Vania. — Qu’est-ce que cela signifie ?

Piotr. — Cela signifie que si on travaille on devient bossu, mais on ne devient pas riche.

Vania. — Ce n’est pas vrai ?

Piotr. — Mais non ! Ce n’est pas vrai ! Ceux qui vagabondent, comme celui-ci, et ne veulent pas travailler sont toujours pauvres. Il n’y a de riches que ceux qui travaillent.

Vania. — Alors, pourquoi, nous qui ne travaillons pas, sommes-nous riches ?

Maria, riant. — Pourquoi dis-tu que ton papa ne travaille pas ?

Vania. — Je ne sais pas. Mais nous sommes très riches, alors papa doit travailler énormément. Est-ce qu’il travaille tant ?

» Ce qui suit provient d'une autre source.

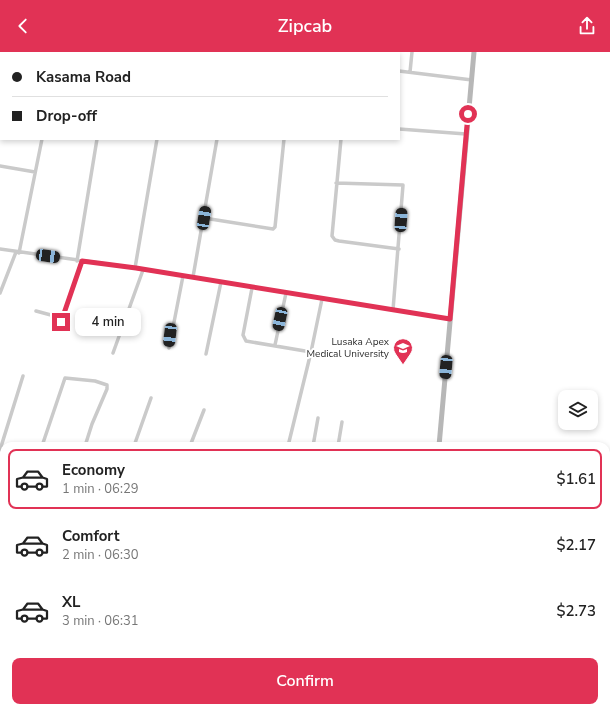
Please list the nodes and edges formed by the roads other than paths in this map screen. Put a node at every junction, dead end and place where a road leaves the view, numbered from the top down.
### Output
1 (412, 52) edge
2 (474, 52) edge
3 (400, 71) edge
4 (410, 72) junction
5 (472, 80) junction
6 (400, 129) edge
7 (466, 134) junction
8 (42, 140) edge
9 (97, 140) edge
10 (157, 140) edge
11 (216, 140) edge
12 (284, 140) edge
13 (341, 140) edge
14 (0, 166) edge
15 (35, 172) junction
16 (336, 183) junction
17 (204, 218) junction
18 (0, 249) edge
19 (398, 250) junction
20 (18, 252) junction
21 (80, 261) junction
22 (136, 268) junction
23 (143, 270) junction
24 (183, 276) junction
25 (193, 278) junction
26 (221, 282) junction
27 (252, 288) junction
28 (0, 293) edge
29 (286, 293) junction
30 (322, 299) junction
31 (392, 310) junction
32 (36, 311) dead end
33 (62, 318) junction
34 (450, 319) junction
35 (58, 331) dead end
36 (275, 345) junction
37 (169, 348) dead end
38 (311, 352) junction
39 (113, 353) dead end
40 (206, 354) dead end
41 (23, 376) dead end
42 (151, 398) dead end
43 (204, 410) dead end
44 (318, 418) dead end
45 (342, 422) dead end
46 (2, 442) edge
47 (43, 442) edge
48 (85, 442) edge
49 (135, 442) edge
50 (192, 442) edge
51 (289, 442) edge
52 (314, 442) edge
53 (339, 442) edge
54 (439, 442) edge

1 - 4 street
2 - 5 street
3 - 4 street
4 - 5 street
5 - 7 street
6 - 7 street
7 - 34 street
8 - 15 street
9 - 21 street
10 - 22 street
11 - 17 street
12 - 17 street
13 - 16 street
14 - 15 street
15 - 20 street
16 - 19 street
16 - 19 street
17 - 25 street
18 - 20 street
19 - 31 street
20 - 21 street
20 - 28 street
21 - 22 street
21 - 33 street
22 - 23 street
23 - 24 street
23 - 39 street
24 - 25 street
24 - 37 street
25 - 26 street
26 - 27 street
26 - 40 street
27 - 29 street
27 - 36 street
29 - 30 street
29 - 36 street
30 - 31 street
30 - 38 street
31 - 34 street
32 - 33 street
33 - 35 street
34 - 54 street
36 - 38 street
38 - 51 street
41 - 46 street
42 - 49 street
43 - 50 street
44 - 52 street
45 - 53 street
47 - 48 street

Piotr. — Il y a travail et travail. Ainsi, moi, tout le monde ne pourrait peut-être pas faire le travail que je fais…

Vania. — Ah ! Quel travail fais-tu donc ?

Piotr. — Mais je prends soin des miens, je veille à leur bien-être… (Il prend une cigarette.) Et puis, je vais aller fumer et promener les chiens dans le parc, en attendant que la jeunesse soit levée. Vania, viens avec moi. (Il sort avec Vania.)

La Princesse. — Vous ne trouvez pas que votre sœur exagère ?

Maria. — Comment ?

La Princesse. — Était-il si nécessaire d’aller chercher le père Guérassime ?

Maria. — Il faut qu’une autorité intervienne auprès de mon mari. Ça ne peut pas durer ainsi.

La Princesse. — Chère Maria Ivanovna, il me semble que vous prenez tout cela trop à cœur. Il a raison d’avoir pitié des pauvres. Nous songeons bien trop à nous-mêmes.